Records for processing —
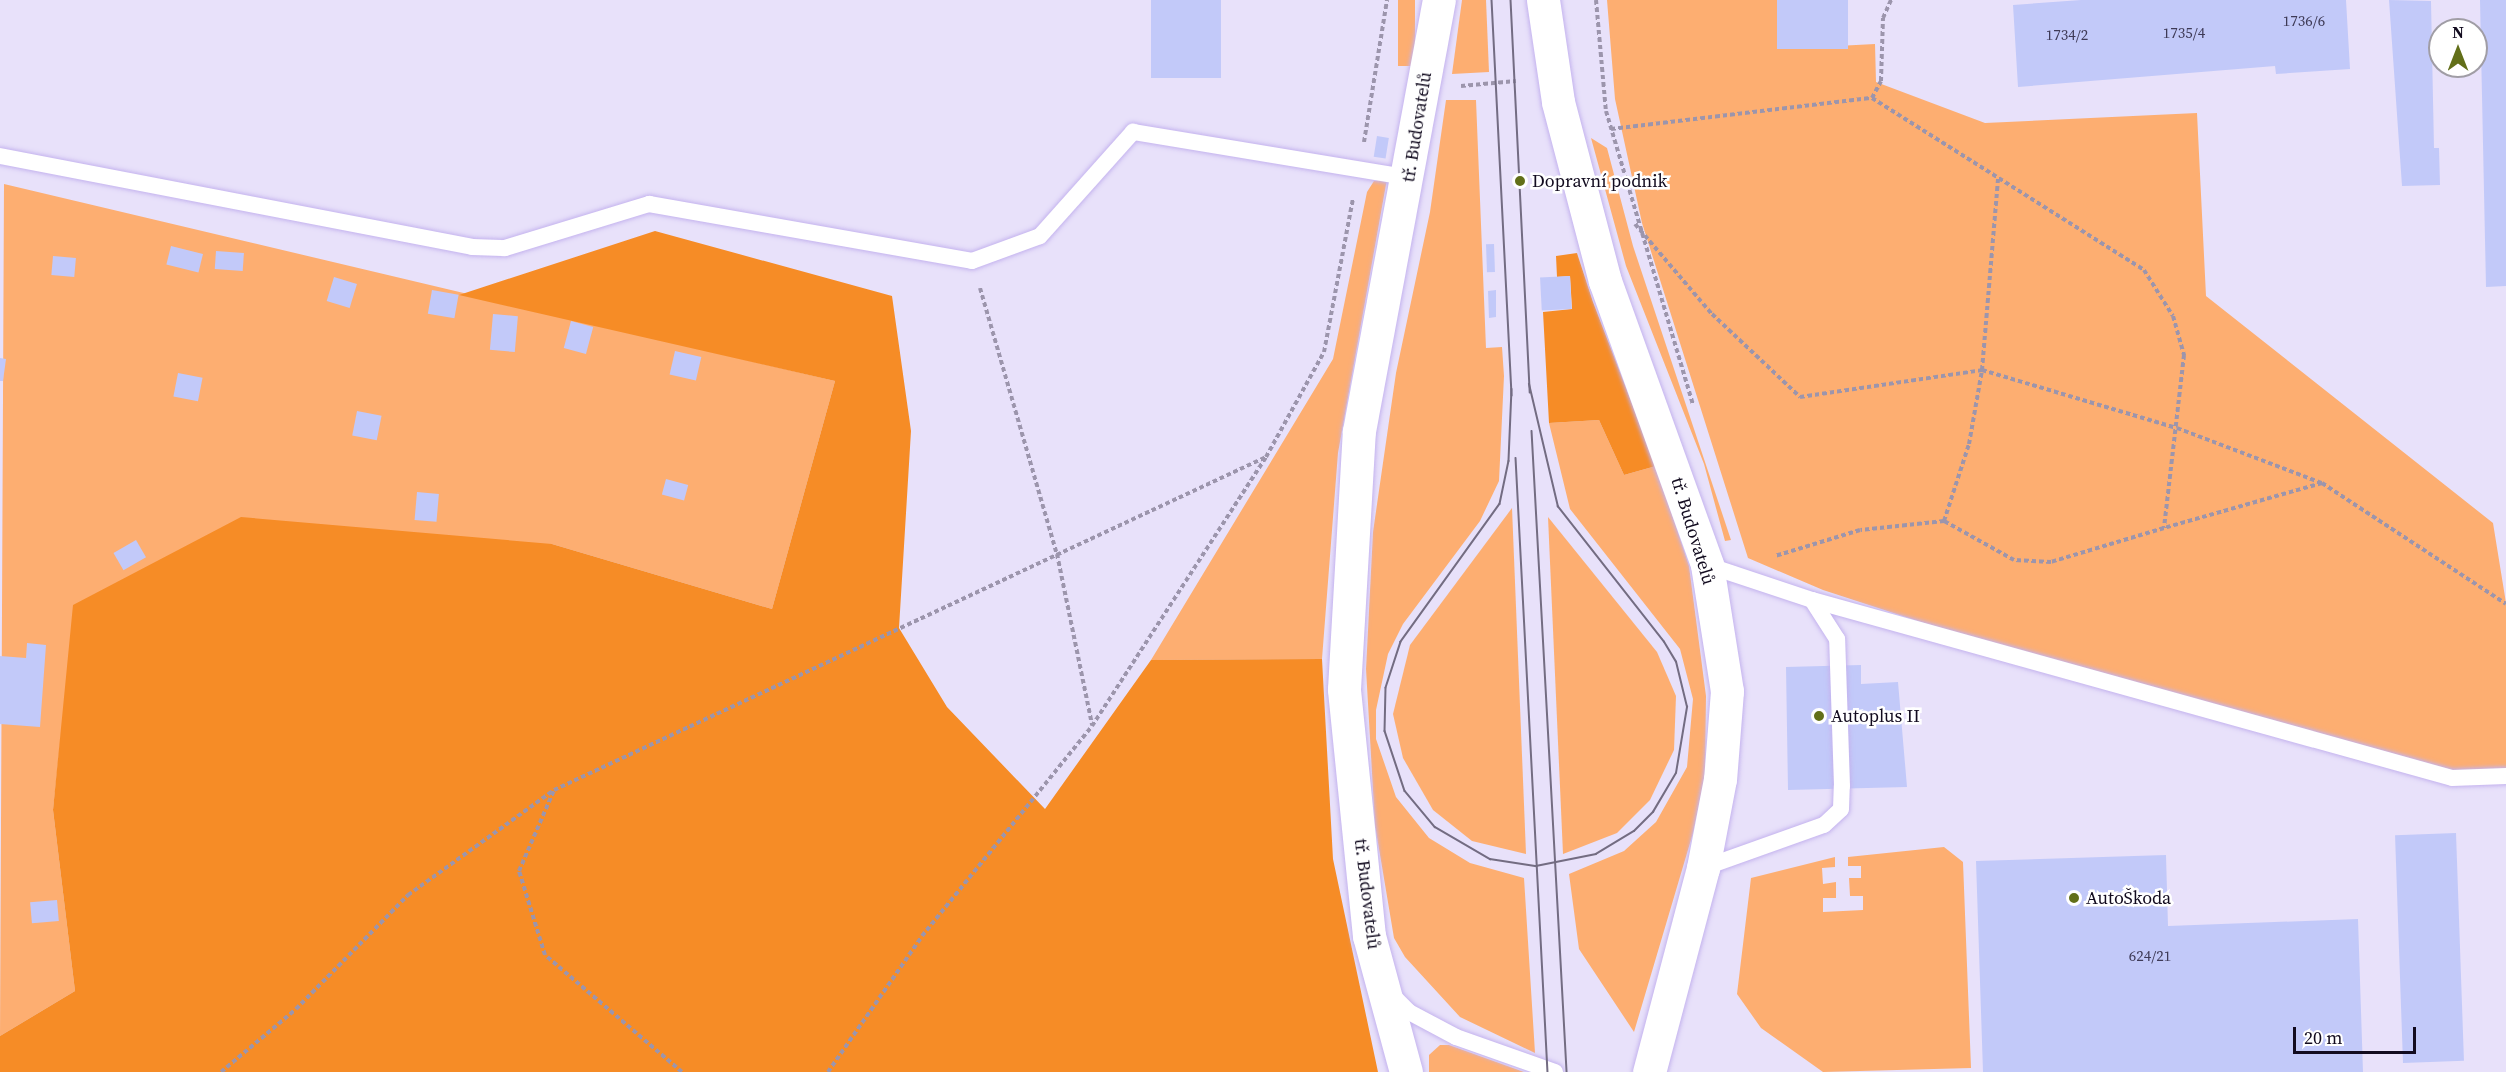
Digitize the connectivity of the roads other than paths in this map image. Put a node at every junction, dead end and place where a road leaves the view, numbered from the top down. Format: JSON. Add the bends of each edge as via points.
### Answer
{"nodes":[{"id":1,"x":1439,"y":0,"type":"edge"},
{"id":2,"x":1543,"y":0,"type":"edge"},
{"id":3,"x":0,"y":156,"type":"edge"},
{"id":4,"x":1410,"y":178,"type":"junction"},
{"id":5,"x":1707,"y":565,"type":"junction"},
{"id":6,"x":1812,"y":600,"type":"junction"},
{"id":7,"x":2506,"y":776,"type":"edge"},
{"id":8,"x":1703,"y":868,"type":"junction"},
{"id":9,"x":1381,"y":979,"type":"junction"},
{"id":10,"x":1647,"y":1071,"type":"edge"},
{"id":11,"x":1406,"y":1072,"type":"edge"},
{"id":12,"x":1555,"y":1072,"type":"edge"}],
"edges":[{"from":1,"to":4,"type":"street","name":"tř. Budovatelů"},
{"from":2,"to":5,"type":"street","name":"tř. Budovatelů","via":[[1558,102],[1605,281]]},
{"from":3,"to":4,"type":"lane","via":[[472,247],[506,248],[649,204],[972,261],[1040,236],[1133,132]]},
{"from":4,"to":9,"type":"street","name":"tř. Budovatelů","via":[[1359,431],[1344,689],[1369,936]]},
{"from":5,"to":6,"type":"lane"},
{"from":5,"to":8,"type":"street","name":"tř. Budovatelů","via":[[1727,691],[1720,779]]},
{"from":6,"to":7,"type":"lane","via":[[2452,778]]},
{"from":6,"to":8,"type":"lane","via":[[1837,639],[1842,809],[1824,825]]},
{"from":8,"to":10,"type":"street","name":"tř. Budovatelů"},
{"from":9,"to":11,"type":"street","name":"tř. Budovatelů"},
{"from":9,"to":12,"type":"lane","via":[[1425,1022]]}]}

Brief — In the reply, each line of the data must appear exactly as written, and no picture may appear.

Result for this exercise —
Digitize the connectivity of the roads other than paths in this map image. Put a node at every junction, dead end and place where a road leaves the view, numbered from the top down. Format: JSON. Add the bends of each edge as via points.
### Answer
{"nodes":[{"id":1,"x":1439,"y":0,"type":"edge"},
{"id":2,"x":1543,"y":0,"type":"edge"},
{"id":3,"x":0,"y":156,"type":"edge"},
{"id":4,"x":1410,"y":178,"type":"junction"},
{"id":5,"x":1707,"y":565,"type":"junction"},
{"id":6,"x":1812,"y":600,"type":"junction"},
{"id":7,"x":2506,"y":776,"type":"edge"},
{"id":8,"x":1703,"y":868,"type":"junction"},
{"id":9,"x":1381,"y":979,"type":"junction"},
{"id":10,"x":1647,"y":1071,"type":"edge"},
{"id":11,"x":1406,"y":1072,"type":"edge"},
{"id":12,"x":1555,"y":1072,"type":"edge"}],
"edges":[{"from":1,"to":4,"type":"street","name":"tř. Budovatelů"},
{"from":2,"to":5,"type":"street","name":"tř. Budovatelů","via":[[1558,102],[1605,281]]},
{"from":3,"to":4,"type":"lane","via":[[472,247],[506,248],[649,204],[972,261],[1040,236],[1133,132]]},
{"from":4,"to":9,"type":"street","name":"tř. Budovatelů","via":[[1359,431],[1344,689],[1369,936]]},
{"from":5,"to":6,"type":"lane"},
{"from":5,"to":8,"type":"street","name":"tř. Budovatelů","via":[[1727,691],[1720,779]]},
{"from":6,"to":7,"type":"lane","via":[[2452,778]]},
{"from":6,"to":8,"type":"lane","via":[[1837,639],[1842,809],[1824,825]]},
{"from":8,"to":10,"type":"street","name":"tř. Budovatelů"},
{"from":9,"to":11,"type":"street","name":"tř. Budovatelů"},
{"from":9,"to":12,"type":"lane","via":[[1425,1022]]}]}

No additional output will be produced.